I think that's very true. I have five out your list, but only three if we discount things I did (going to Europe, flying on a commercial airline) when I became a consultant as an adult.

I also agree that dental care and medical care are MAJOR indicators of class. I think dental in particular, because dental care is often falsely seen as merely cosmetic. So one thing you might add is a) about dentistry and b) about braces.

There is an interesting essay I vaguely remember called "They shall know us by our teeth." For Americans, it is VERY unusual to have bad teeth, but among the deeply impoverished, teeth are a pretty proxy for understanding how a kid grows ups. For example, I have spots all over my teeth from mineral deficiencies I had as a child (from poor diet and nutrition).

Thank you for a thought-provoking exercise.

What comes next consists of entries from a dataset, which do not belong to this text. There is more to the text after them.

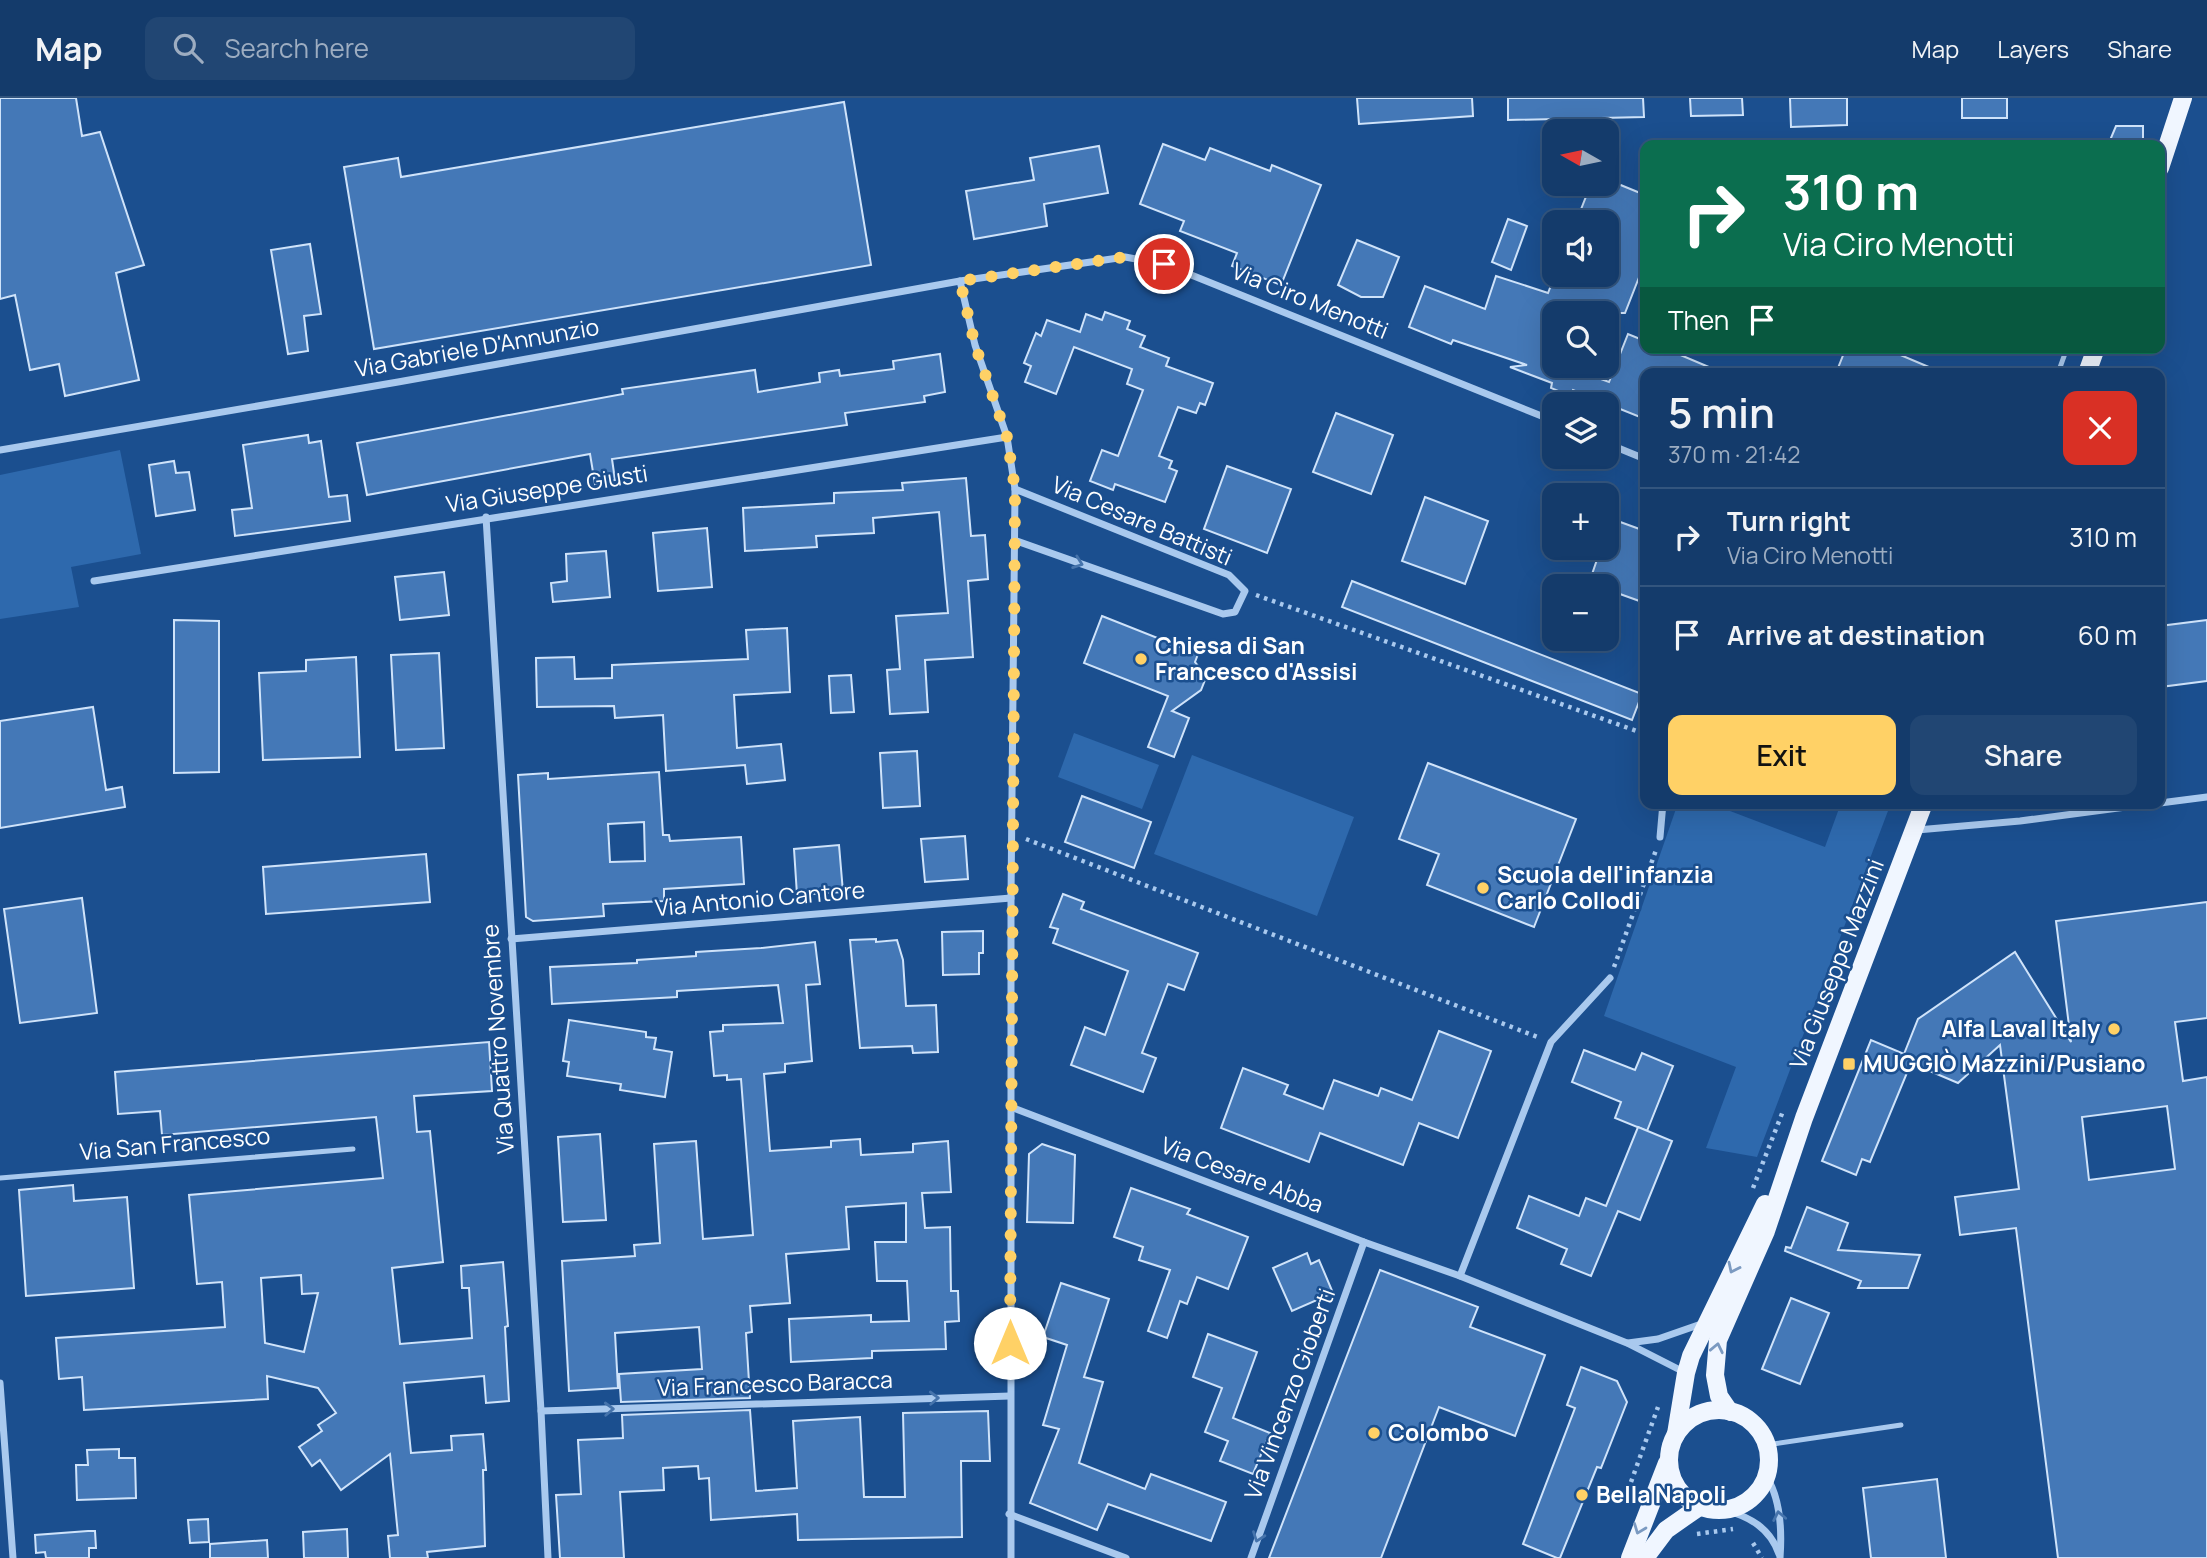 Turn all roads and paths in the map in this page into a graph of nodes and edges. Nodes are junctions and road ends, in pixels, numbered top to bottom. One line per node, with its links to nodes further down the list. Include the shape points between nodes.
1 (2183, 98): 2 (main road)
2 (2165, 153)
3 (960, 281): 4 (street, Via Ciro Menotti, via 1125,257 1164,264); 5 (street, Via Cesare Battisti); 7 (street, Via Gabriele D'Annunzio)
4 (1542, 417)
5 (1007, 437): 9 (street, Via Cesare Battisti); 10 (street, Via Giuseppe Giusti)
6 (1619, 448): 8 (street)
7 (0, 450)
8 (1640, 457)
9 (1015, 489): 11 (street, Via Cesare Battisti); 13 (street, Via Cesare Battisti, via 1229,576)
10 (485, 517): 12 (street, Via Giuseppe Giusti); 24 (street, Via Quattro Novembre)
11 (1014, 540): 13 (street, Via Cesare Battisti, one-way to 13, via 1223,614 1235,612); 21 (street, Via Cesare Battisti)
12 (94, 581)
13 (1245, 591): 14 (path)
14 (1640, 732)
15 (2207, 797): 16 (street)
16 (2165, 802)
17 (1662, 809): 22 (street)
18 (1922, 809): 20 (main road, Via Giuseppe Mazzini)
19 (2112, 809): 20 (street)
20 (1914, 830): 29 (main road, Via Giuseppe Mazzini)
21 (1013, 834): 23 (street, Via Cesare Battisti); 26 (path)
22 (1660, 837): 25 (path)
23 (1011, 898): 24 (street, Via Antonio Cantore); 27 (street, Via Cesare Battisti)
24 (511, 939): 41 (street, Via Quattro Novembre)
25 (1610, 978): 26 (street)
26 (1551, 1042): 34 (street)
27 (1010, 1107): 33 (street, Via Cesare Abba); 40 (street, Via Cesare Battisti)
28 (1783, 1110): 32 (path)
29 (1796, 1141): 35 (main road, Via Giuseppe Mazzini, one-way to 35); 42 (main road, Via Giuseppe Mazzini, one-way to 29, via 1722,1404 1716,1384 1718,1340 1766,1231)
30 (353, 1149): 31 (lane, Via San Francesco)
31 (0, 1178)
32 (1750, 1196)
33 (1364, 1242): 34 (street, Via Cesare Abba); 56 (street, Via Vincenzo Gioberti, one-way to 56)
34 (1460, 1276): 36 (street, Via Cesare Abba)
35 (1706, 1322): 36 (street, via 1658,1339); 37 (main road, Via Giuseppe Mazzini)
36 (1627, 1343): 37 (street, Via Cesare Abba)
37 (1686, 1373): 44 (main road, Via Giuseppe Mazzini)
38 (0, 1383): 52 (street)
39 (1663, 1395): 48 (path)
40 (1010, 1396): 41 (street, Via Francesco Baracca, one-way to 40); 51 (street, Via Cesare Battisti)
41 (541, 1411): 53 (street, Via Quattro Novembre)
42 (1730, 1412): 44 (main road, via 1701,1413); 45 (main road, via 1756,1427)
43 (1901, 1425): 45 (lane)
44 (1675, 1435): 46 (main road)
45 (1766, 1445): 47 (main road)
46 (1668, 1456): 49 (main road, via 1675,1486); 57 (main road, one-way to 57)
47 (1766, 1476): 50 (main road, via 1751,1499); 59 (street, one-way to 47, via 1781,1523)
48 (1631, 1482)
49 (1699, 1507): 50 (main road); 58 (main road, via 1666,1530)
50 (1725, 1510): 59 (street, via 1764,1529)
51 (1009, 1514): 54 (street, Via Cesare Battisti); 55 (street)
52 (13, 1558)
53 (548, 1558)
54 (1011, 1558)
55 (1126, 1558)
56 (1251, 1558)
57 (1630, 1558)
58 (1645, 1558)
59 (1780, 1558)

(I, too, was homeless for part of my childhood. Other things to include are whether you had running water (yes) and inside toilets (no)).

Will Barratt said...

Our whole point is awareness. While you may quibble with the fine points, this is not a fine point exercise - it is about recognizing the many reflections of class that you may or may not have. It is designed for a college age population, or recent grads, so I don't get the cell phone points.

Keep on discussing this -

Will Barratt

KMyles said...

I rated a 6. And while effort and sacrifice would now raise my children's rating far higher than my own, I do find it fasinating that so many seem to discount the reality of priveledge.